Macroclimatic niche properties derived from species distribution ranges are fundamental for projections of climate change impacts on biodiversity. However, it has been recognized that changes in regional or local distribution patterns also depend on interactions with land use. The reliability and transferability of large scale geographic predictions to small scale plant performance need to be tested experimentally. Thus, we asked how grassland plant species pairs with different macroclimatic niche properties respond to increased spring temperature and decrease summer precipitation in three different land‐use types. An experiment was carried out in the framework of the German Biodiversity Exploratories simulating climate change in 45 experimental plots in three geographical regions (Schorfheide‐Chorin, Hainich‐Dün, Schwäbische Alb) and three grassland management types (meadow, pasture, mown pasture).

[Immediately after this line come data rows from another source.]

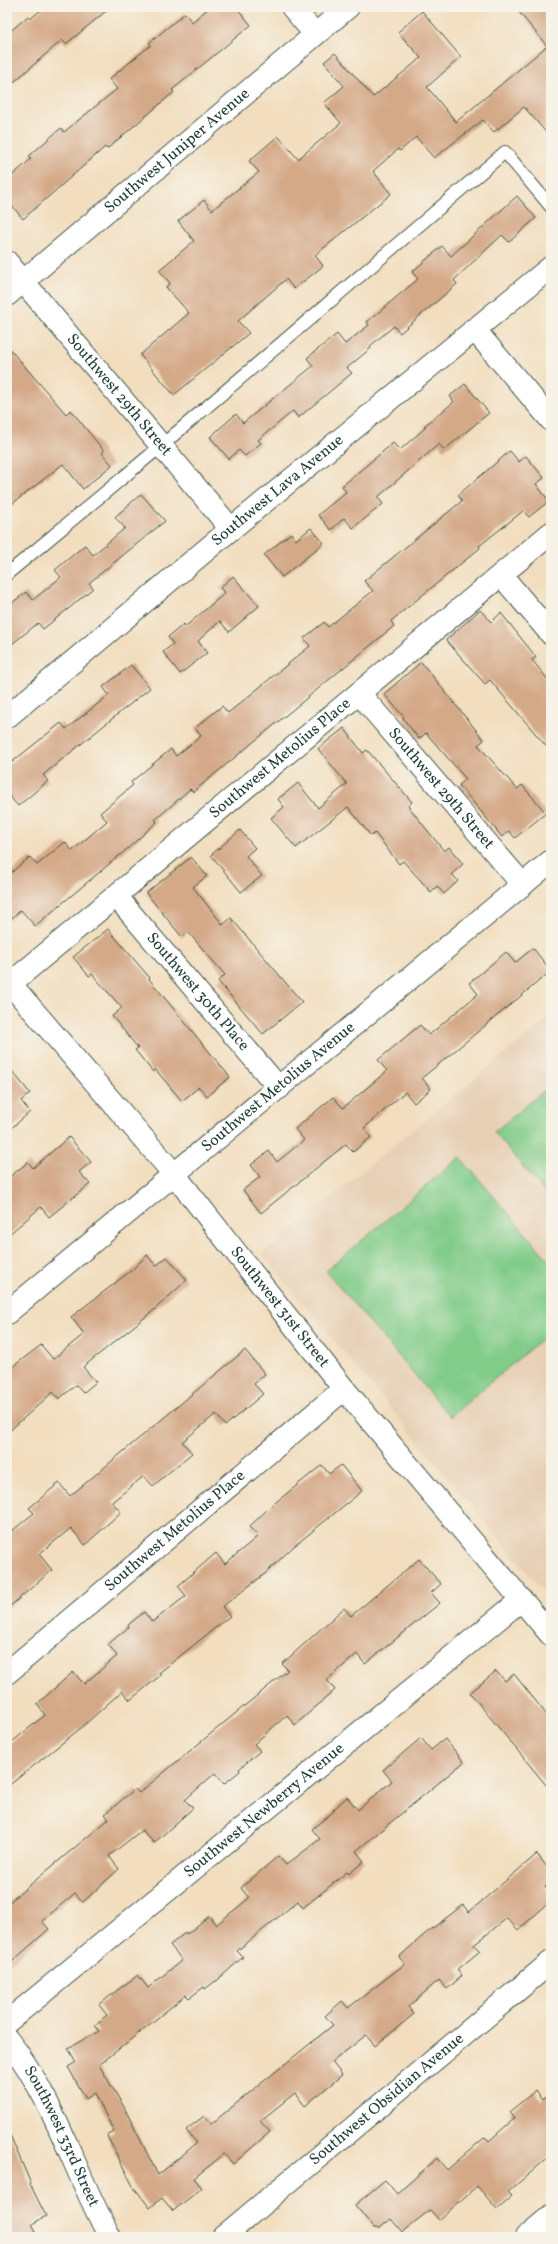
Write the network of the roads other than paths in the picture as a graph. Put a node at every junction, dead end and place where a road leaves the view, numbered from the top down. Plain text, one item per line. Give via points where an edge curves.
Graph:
1 (292, 7) edge
2 (348, 7) edge
3 (315, 34) junction
4 (551, 207) edge
5 (7, 262) edge
6 (551, 267) edge
7 (15, 288) edge
8 (474, 329) junction
9 (551, 420) edge
10 (161, 446) junction
11 (231, 529) junction
12 (551, 533) edge
13 (7, 574) edge
14 (501, 575) junction
15 (551, 634) edge
16 (359, 693) junction
17 (7, 717) edge
18 (551, 862) edge
19 (523, 885) junction
20 (116, 896) junction
21 (9, 982) edge
22 (279, 1088) junction
23 (174, 1174) junction
24 (7, 1313) edge
25 (344, 1389) junction
26 (521, 1600) junction
27 (551, 1635) edge
28 (7, 1673) edge
29 (551, 1962) edge
30 (7, 2022) edge
31 (7, 2039) edge
32 (551, 2216) edge
33 (110, 2237) edge
34 (223, 2237) edge
35 (526, 2237) edge

1 - 3 street
2 - 3 street, Southwest Juniper Avenue
3 - 7 street, Southwest Juniper Avenue
4 - 10 lane via 505,152
5 - 7 street, Southwest 29th Street
6 - 8 street, Southwest Lava Avenue
7 - 10 street, Southwest 29th Street
8 - 9 street
8 - 11 street, Southwest Lava Avenue
10 - 11 street, Southwest 29th Street
10 - 13 lane
11 - 17 street, Southwest Lava Avenue
12 - 14 street, Southwest Metolius Place
14 - 15 street
14 - 16 street, Southwest Metolius Place
16 - 19 street, Southwest 29th Street
16 - 20 street, Southwest Metolius Place
18 - 19 street, Southwest Metolius Avenue
19 - 22 street, Southwest Metolius Avenue
20 - 21 street, Southwest Metolius Place
20 - 22 street, Southwest 30th Place
21 - 23 street, Southwest 31st Street
22 - 23 street, Southwest Metolius Avenue
23 - 24 street, Southwest Metolius Avenue
23 - 25 street, Southwest 31st Street
25 - 26 street, Southwest 31st Street
25 - 28 street, Southwest Metolius Place
26 - 27 street, Southwest 31st Street
26 - 30 street, Southwest Newberry Avenue
29 - 34 street, Southwest Obsidian Avenue
31 - 33 street, Southwest 33rd Street via 23,2059 39,2087
32 - 35 street

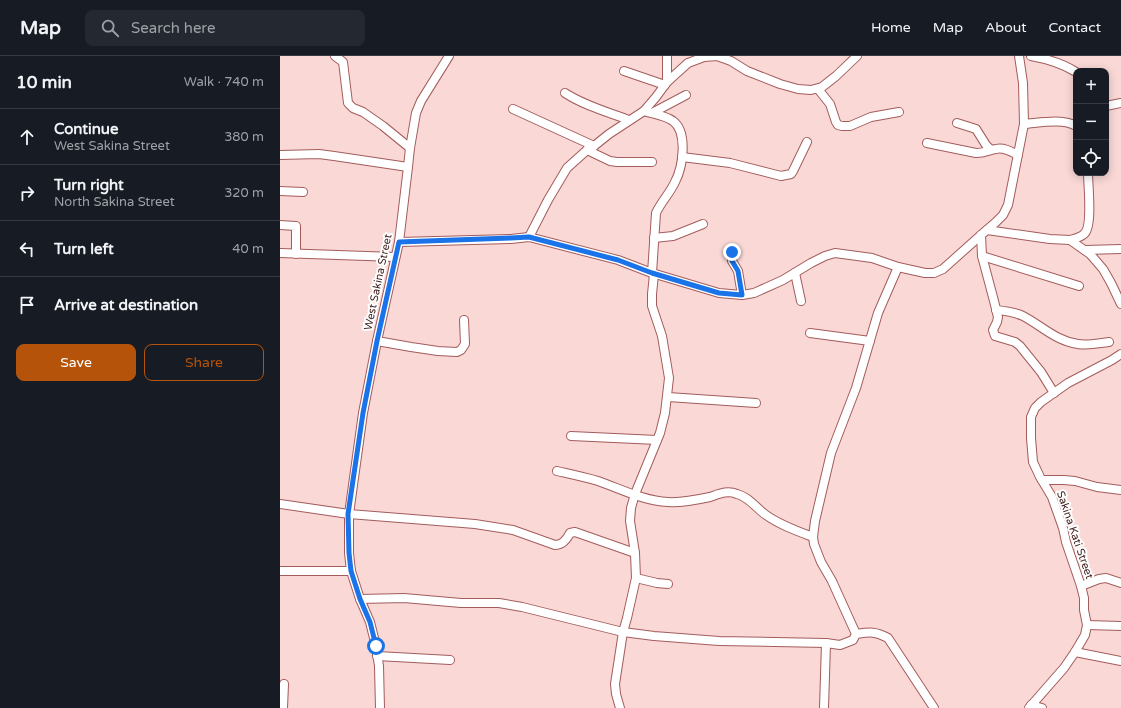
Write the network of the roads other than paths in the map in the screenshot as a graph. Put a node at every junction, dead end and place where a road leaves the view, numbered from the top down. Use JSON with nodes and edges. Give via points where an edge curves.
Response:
{"nodes":[{"id":1,"x":335,"y":56,"type":"edge"},
{"id":2,"x":449,"y":56,"type":"edge"},
{"id":3,"x":667,"y":56,"type":"edge"},
{"id":4,"x":856,"y":56,"type":"edge"},
{"id":5,"x":1019,"y":56,"type":"edge"},
{"id":6,"x":1031,"y":56,"type":"edge"},
{"id":7,"x":1073,"y":70,"type":"edge"},
{"id":8,"x":624,"y":71,"type":"dead end"},
{"id":9,"x":666,"y":83,"type":"junction"},
{"id":10,"x":818,"y":89,"type":"junction"},
{"id":11,"x":565,"y":93,"type":"dead end"},
{"id":12,"x":686,"y":95,"type":"dead end"},
{"id":13,"x":1121,"y":103,"type":"edge"},
{"id":14,"x":1109,"y":105,"type":"edge"},
{"id":15,"x":513,"y":109,"type":"dead end"},
{"id":16,"x":648,"y":112,"type":"junction"},
{"id":17,"x":899,"y":112,"type":"dead end"},
{"id":18,"x":629,"y":120,"type":"junction"},
{"id":19,"x":957,"y":123,"type":"dead end"},
{"id":20,"x":1024,"y":124,"type":"junction"},
{"id":21,"x":1073,"y":124,"type":"edge"},
{"id":22,"x":807,"y":142,"type":"dead end"},
{"id":23,"x":927,"y":143,"type":"dead end"},
{"id":24,"x":410,"y":148,"type":"junction"},
{"id":25,"x":591,"y":148,"type":"junction"},
{"id":26,"x":992,"y":150,"type":"junction"},
{"id":27,"x":280,"y":155,"type":"edge"},
{"id":28,"x":1018,"y":155,"type":"junction"},
{"id":29,"x":682,"y":157,"type":"junction"},
{"id":30,"x":652,"y":162,"type":"dead end"},
{"id":31,"x":408,"y":167,"type":"junction"},
{"id":32,"x":1088,"y":176,"type":"edge"},
{"id":33,"x":280,"y":191,"type":"edge"},
{"id":34,"x":303,"y":192,"type":"dead end"},
{"id":35,"x":703,"y":224,"type":"dead end"},
{"id":36,"x":280,"y":225,"type":"edge"},
{"id":37,"x":984,"y":232,"type":"junction"},
{"id":38,"x":529,"y":237,"type":"junction"},
{"id":39,"x":654,"y":238,"type":"junction"},
{"id":40,"x":1070,"y":240,"type":"junction"},
{"id":41,"x":399,"y":242,"type":"junction"},
{"id":42,"x":1121,"y":249,"type":"edge"},
{"id":43,"x":1085,"y":250,"type":"junction"},
{"id":44,"x":732,"y":252,"type":"dead end"},
{"id":45,"x":280,"y":253,"type":"edge"},
{"id":46,"x":296,"y":254,"type":"junction"},
{"id":47,"x":982,"y":256,"type":"junction"},
{"id":48,"x":395,"y":257,"type":"junction"},
{"id":49,"x":898,"y":267,"type":"junction"},
{"id":50,"x":795,"y":273,"type":"junction"},
{"id":51,"x":653,"y":274,"type":"junction"},
{"id":52,"x":1079,"y":286,"type":"dead end"},
{"id":53,"x":742,"y":295,"type":"junction"},
{"id":54,"x":801,"y":301,"type":"dead end"},
{"id":55,"x":1121,"y":304,"type":"edge"},
{"id":56,"x":996,"y":310,"type":"junction"},
{"id":57,"x":464,"y":320,"type":"dead end"},
{"id":58,"x":810,"y":333,"type":"dead end"},
{"id":59,"x":377,"y":341,"type":"junction"},
{"id":60,"x":870,"y":341,"type":"junction"},
{"id":61,"x":1109,"y":342,"type":"dead end"},
{"id":62,"x":1121,"y":354,"type":"edge"},
{"id":63,"x":1054,"y":393,"type":"junction"},
{"id":64,"x":668,"y":397,"type":"junction"},
{"id":65,"x":756,"y":403,"type":"dead end"},
{"id":66,"x":571,"y":436,"type":"dead end"},
{"id":67,"x":657,"y":440,"type":"junction"},
{"id":68,"x":557,"y":471,"type":"dead end"},
{"id":69,"x":1042,"y":480,"type":"junction"},
{"id":70,"x":1121,"y":490,"type":"edge"},
{"id":71,"x":635,"y":494,"type":"junction"},
{"id":72,"x":280,"y":504,"type":"edge"},
{"id":73,"x":348,"y":514,"type":"junction"},
{"id":74,"x":813,"y":537,"type":"junction"},
{"id":75,"x":635,"y":553,"type":"junction"},
{"id":76,"x":280,"y":571,"type":"edge"},
{"id":77,"x":351,"y":571,"type":"junction"},
{"id":78,"x":636,"y":578,"type":"junction"},
{"id":79,"x":1121,"y":583,"type":"edge"},
{"id":80,"x":668,"y":584,"type":"dead end"},
{"id":81,"x":1081,"y":586,"type":"junction"},
{"id":82,"x":360,"y":599,"type":"junction"},
{"id":83,"x":1087,"y":625,"type":"junction"},
{"id":84,"x":1121,"y":626,"type":"edge"},
{"id":85,"x":623,"y":632,"type":"junction"},
{"id":86,"x":856,"y":634,"type":"junction"},
{"id":87,"x":826,"y":643,"type":"junction"},
{"id":88,"x":1075,"y":652,"type":"junction"},
{"id":89,"x":377,"y":656,"type":"junction"},
{"id":90,"x":450,"y":660,"type":"dead end"},
{"id":91,"x":1121,"y":661,"type":"edge"},
{"id":92,"x":284,"y":684,"type":"dead end"},
{"id":93,"x":1030,"y":707,"type":"edge"},
{"id":94,"x":283,"y":708,"type":"edge"},
{"id":95,"x":380,"y":708,"type":"edge"},
{"id":96,"x":620,"y":708,"type":"edge"},
{"id":97,"x":824,"y":708,"type":"edge"},
{"id":98,"x":934,"y":708,"type":"edge"},
{"id":99,"x":1042,"y":708,"type":"edge"}],
"edges":[{"from":1,"to":24,"type":"street","via":[[343,62],[348,103]]},
{"from":2,"to":24,"type":"street","name":"West Sakina Street","via":[[421,101],[416,113]]},
{"from":3,"to":9,"type":"street"},
{"from":4,"to":10,"type":"street"},
{"from":5,"to":20,"type":"street","via":[[1023,83]]},
{"from":6,"to":7,"type":"street","via":[[1052,60]]},
{"from":8,"to":9,"type":"street"},
{"from":9,"to":10,"type":"street","via":[[688,63],[704,57],[717,56],[780,84],[798,89]]},
{"from":9,"to":16,"type":"street"},
{"from":10,"to":17,"type":"street","via":[[830,104],[836,122],[842,126]]},
{"from":11,"to":18,"type":"street","via":[[593,107]]},
{"from":12,"to":16,"type":"street"},
{"from":13,"to":14,"type":"street"},
{"from":15,"to":25,"type":"street"},
{"from":16,"to":18,"type":"street"},
{"from":16,"to":29,"type":"street","via":[[667,118],[679,128]]},
{"from":18,"to":25,"type":"street"},
{"from":19,"to":26,"type":"street","via":[[976,129]]},
{"from":20,"to":21,"type":"street"},
{"from":20,"to":28,"type":"street"},
{"from":22,"to":29,"type":"street","via":[[793,171],[787,175],[730,163]]},
{"from":23,"to":26,"type":"street","via":[[976,153]]},
{"from":24,"to":31,"type":"street","name":"West Sakina Street"},
{"from":25,"to":30,"type":"street","via":[[610,161]]},
{"from":25,"to":38,"type":"street","via":[[567,168]]},
{"from":26,"to":28,"type":"street","via":[[1002,148]]},
{"from":27,"to":31,"type":"street","via":[[326,155]]},
{"from":28,"to":37,"type":"street","via":[[1008,204],[1003,215]]},
{"from":29,"to":39,"type":"street","via":[[676,182],[656,213]]},
{"from":31,"to":41,"type":"street","name":"West Sakina Street"},
{"from":32,"to":40,"type":"street","via":[[1087,230]]},
{"from":33,"to":34,"type":"street"},
{"from":35,"to":39,"type":"street","via":[[673,236]]},
{"from":36,"to":46,"type":"street","via":[[296,226]]},
{"from":37,"to":40,"type":"street"},
{"from":37,"to":47,"type":"street"},
{"from":37,"to":49,"type":"street","via":[[934,274]]},
{"from":38,"to":41,"type":"street"},
{"from":38,"to":51,"type":"street","via":[[618,260]]},
{"from":39,"to":51,"type":"street"},
{"from":40,"to":43,"type":"street"},
{"from":41,"to":48,"type":"street","name":"West Sakina Street"},
{"from":42,"to":43,"type":"street"},
{"from":43,"to":55,"type":"street","via":[[1103,269]]},
{"from":44,"to":53,"type":"street","via":[[732,261],[738,271]]},
{"from":45,"to":46,"type":"street"},
{"from":46,"to":48,"type":"street"},
{"from":47,"to":52,"type":"street"},
{"from":47,"to":56,"type":"street"},
{"from":48,"to":59,"type":"street","name":"West Sakina Street"},
{"from":49,"to":50,"type":"street","via":[[872,258],[835,253]]},
{"from":49,"to":60,"type":"street","via":[[878,313]]},
{"from":50,"to":53,"type":"street"},
{"from":50,"to":54,"type":"street"},
{"from":51,"to":53,"type":"street","via":[[719,293]]},
{"from":51,"to":64,"type":"street","via":[[651,300],[662,336],[670,378]]},
{"from":56,"to":61,"type":"street","via":[[1023,316],[1056,337],[1076,344]]},
{"from":56,"to":63,"type":"street","via":[[998,317],[993,334],[1020,346]]},
{"from":57,"to":59,"type":"street","via":[[465,344],[457,352],[412,348]]},
{"from":58,"to":60,"type":"street"},
{"from":59,"to":73,"type":"street","name":"West Sakina Street"},
{"from":60,"to":74,"type":"street","via":[[856,388],[831,453]]},
{"from":62,"to":63,"type":"street","name":"Sakina Kati Street"},
{"from":63,"to":69,"type":"street","name":"Sakina Kati Street","via":[[1035,408],[1031,417],[1033,462]]},
{"from":64,"to":65,"type":"street"},
{"from":64,"to":67,"type":"street"},
{"from":66,"to":67,"type":"street"},
{"from":67,"to":71,"type":"street"},
{"from":68,"to":71,"type":"street"},
{"from":69,"to":70,"type":"street","via":[[1074,481]]},
{"from":69,"to":81,"type":"street","name":"Sakina Kati Street","via":[[1052,497]]},
{"from":71,"to":74,"type":"street","via":[[653,500],[681,502],[720,493],[736,493],[777,522]]},
{"from":71,"to":75,"type":"street","via":[[630,521]]},
{"from":72,"to":73,"type":"street"},
{"from":73,"to":75,"type":"street","via":[[483,525],[513,530],[555,545],[575,532]]},
{"from":73,"to":77,"type":"street","name":"West Sakina Street"},
{"from":74,"to":86,"type":"street","via":[[821,562]]},
{"from":75,"to":78,"type":"street"},
{"from":76,"to":77,"type":"street"},
{"from":77,"to":82,"type":"street","name":"West Sakina Street"},
{"from":78,"to":80,"type":"street"},
{"from":78,"to":85,"type":"street"},
{"from":79,"to":81,"type":"street","via":[[1106,578]]},
{"from":81,"to":83,"type":"street","name":"Sakina Kati Street"},
{"from":82,"to":85,"type":"street","via":[[404,598],[499,603]]},
{"from":82,"to":89,"type":"street","name":"West Sakina Street","via":[[370,622]]},
{"from":83,"to":84,"type":"street"},
{"from":83,"to":88,"type":"street"},
{"from":85,"to":87,"type":"street","via":[[719,642]]},
{"from":85,"to":96,"type":"street","via":[[615,684]]},
{"from":86,"to":87,"type":"street","via":[[848,643]]},
{"from":86,"to":98,"type":"street","via":[[879,633],[888,638]]},
{"from":87,"to":97,"type":"street"},
{"from":88,"to":91,"type":"street"},
{"from":88,"to":93,"type":"street"},
{"from":89,"to":90,"type":"street"},
{"from":89,"to":95,"type":"street","name":"West Sakina Street"},
{"from":92,"to":94,"type":"street"},
{"from":93,"to":99,"type":"street"}]}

We planted six plant species as phytometers, each two of them representing congeneric species with contrasting macroclimatic niches and recorded plant survival and growth over 1 year. To quantify the species macroclimatic niches with respect to drought tolerance, the species’ distribution ranges were mapped and combined with global climate data. The simulated climate change had a general negative effect on plant survival and plant growth, irrespective of the macroclimatic niche characteristics of the species. Against expectation, species with ranges extending into drier regions did not generally perform better under drier conditions. Growth performance and survival was best in mown pastures, representing a quite intensive type of land use in all study regions. Species with higher macroclimatic drought tolerance were generally characterized by lower growth rates and higher survival rates in land‐use types with regular mowing regimes, probably because of reduced competition in the growing season. In conclusion, plant species with similar climatic niche characteristics cannot be expected to respond consistently over different regions owing to complex interactions of climate change with land use practices.